Tokenism and repackaging old provisions: Centre’s response to rise in child abuse

Amid rising child abuse, Centre wants new guidelines on safety, activists say it's lip service
Women and child development minister Maneka Gandhi and human resource development minister Prakash Javadekar | Source: Wikimedia commons

Union ministers Maneka Gandhi and Prakash Javadekar ask NCPCR to formulate guidelines on child abuse; activists say it’s pointless because they already exist.

In the face of rising instances of violence and abuse against children in schools, the central government Monday asked the National Commission for Protection of Child Rights (NCPCR) to formulate a set of security and safety audit guidelines.

However, according to child rights activists, this seems to be nothing more than lip service, since the guidelines are already in place.

The government asked for the new guidelines after a high-level meeting co-chaired by women and child development (WCD) minister Maneka Gandhi and human resource development (HRD) minister Prakash Javadekar. However, the meeting merely culminated in a bunch of reiterations, and some announcements.

The WCD ministry also announced, in a series of tweets, that an inter-ministerial committee of six secretaries from the WCD, HRD, social justice, tribal and minority affairs, and drinking water and sanitation ministries, would also be constituted to monitor ‘Mission School Safety’.

Other measures announced by the WCD ministry include popularising advertisements for POCSO e-boxes and ‘Childline 1098’ on school textbooks, broadening the scope of school management committees to private schools, instituting POCSO helplines in schools, and showing ‘Komal’, a film by the Government of India about “good touch, bad touch”.

Why not simply review existing guidelines?

According to Enakshi Ganguly Thukral, co-founder of Haq Centre for Child Rights, it is not in the mandate of the NCPCR to set up guidelines for the government. The body is, in fact, meant to monitor the activities of the government.

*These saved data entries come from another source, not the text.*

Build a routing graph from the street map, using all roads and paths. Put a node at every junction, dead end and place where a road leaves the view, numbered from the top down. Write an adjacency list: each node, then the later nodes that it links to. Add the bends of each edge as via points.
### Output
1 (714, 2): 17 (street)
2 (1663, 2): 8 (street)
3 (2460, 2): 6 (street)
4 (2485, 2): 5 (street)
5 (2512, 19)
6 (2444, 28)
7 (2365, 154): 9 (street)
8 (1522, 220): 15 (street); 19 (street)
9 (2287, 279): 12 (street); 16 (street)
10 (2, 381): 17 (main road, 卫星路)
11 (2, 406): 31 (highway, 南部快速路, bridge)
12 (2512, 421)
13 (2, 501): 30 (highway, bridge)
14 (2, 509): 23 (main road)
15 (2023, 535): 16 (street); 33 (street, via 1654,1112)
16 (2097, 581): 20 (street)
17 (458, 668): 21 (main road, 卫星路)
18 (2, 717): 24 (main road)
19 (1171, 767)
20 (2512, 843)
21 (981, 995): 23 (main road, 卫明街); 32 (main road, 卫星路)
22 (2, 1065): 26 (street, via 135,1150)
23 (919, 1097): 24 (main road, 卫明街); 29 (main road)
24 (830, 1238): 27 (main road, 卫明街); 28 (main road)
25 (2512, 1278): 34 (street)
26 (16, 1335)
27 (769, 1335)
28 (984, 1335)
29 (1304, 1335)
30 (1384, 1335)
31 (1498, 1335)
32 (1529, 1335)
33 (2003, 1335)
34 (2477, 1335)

Further, a set of guidelines by the NCPCR for corporal punishment in schools already delineates a set of measures for protecting children and their rights in schools.

“Each time something happens, the government comes up with a new set of guidelines with more or less similar provisions,” Thukral said.

An exhaustive set of guidelines by the Delhi Commission for Protection of Child Rights more specifically focuses on addressing child abuse within schools. From child protection safeguards to therapeutic intervention and monitoring, the guidelines offer a holistic mechanism to deal with child abuse in educational institutions.

“What was stopping the government from simply reviewing the existing guidelines, and broadening their scope of implementation?” Thukral said.

Regarding the inter-ministerial panel announced by the WCD ministry, Thukral said it was “designed to fail”, because it was practically impossible for a secretary-level committee to monitor the implementation of these measures across schools all over the country.

Thukral said while it was encouraging to see the government take cognisance of child abuse, a lot of times a few gory incidents of violence – which caught the media’s eye – wrongly become the yardstick to judge governmental action.

Anant Asthana, a child rights lawyer practising in the Delhi High Court, shared some of Thukral’s pessimism.

“I think government’s concerns are genuine, but it seems to be lost on what should be done,” he said.

“Issuing guidelines is the quickest way to calm the public down,” he added.

Yet, he argued that it is encouraging to see that the government has come up with an inter-ministerial committee because it recognises the fact that children’s safety does not fall in the domain of any single ministry.

“But what is crucial is that this committee should actually meet, issue orders, implement rule,” he said arguing that these committees are often instituted, but they seldom meet.

The government has also asked for female staff to be stationed on school buses – a symbolic measure it often takes in the wake of incidents of sexual abuse. It added that the staff would be trained through the Nirbhaya Fund.

“The belief that deploying women is a short-cut to stopping sexual abuse is inherently faulty. In an environment where there is widespread normalisation of violence, these measures may be sheer tokenism,” Thukral said.

Asthana, however, thought it is a “positive sign” if the government has specified the source of funding for at least some of its provisions.

“Often what happens is that guidelines are issued, but no fund allocation is made for their implementation,” he rues.

A teacher from New Delhi’s Sardar Patel Vidyalaya, who did not wish to be named, posed another pertinent question: “What does the government intend to do in cases of non-performance or non-adherence to the measures by schools, since none of the measures are legally enforceable in nature?”

“A number of guidelines and measures are already in place, but does the government bother to conduct audits? Moreover, is the government equipped to carry out these audits across the length and breadth of the country in schools running without teachers?” the teacher said.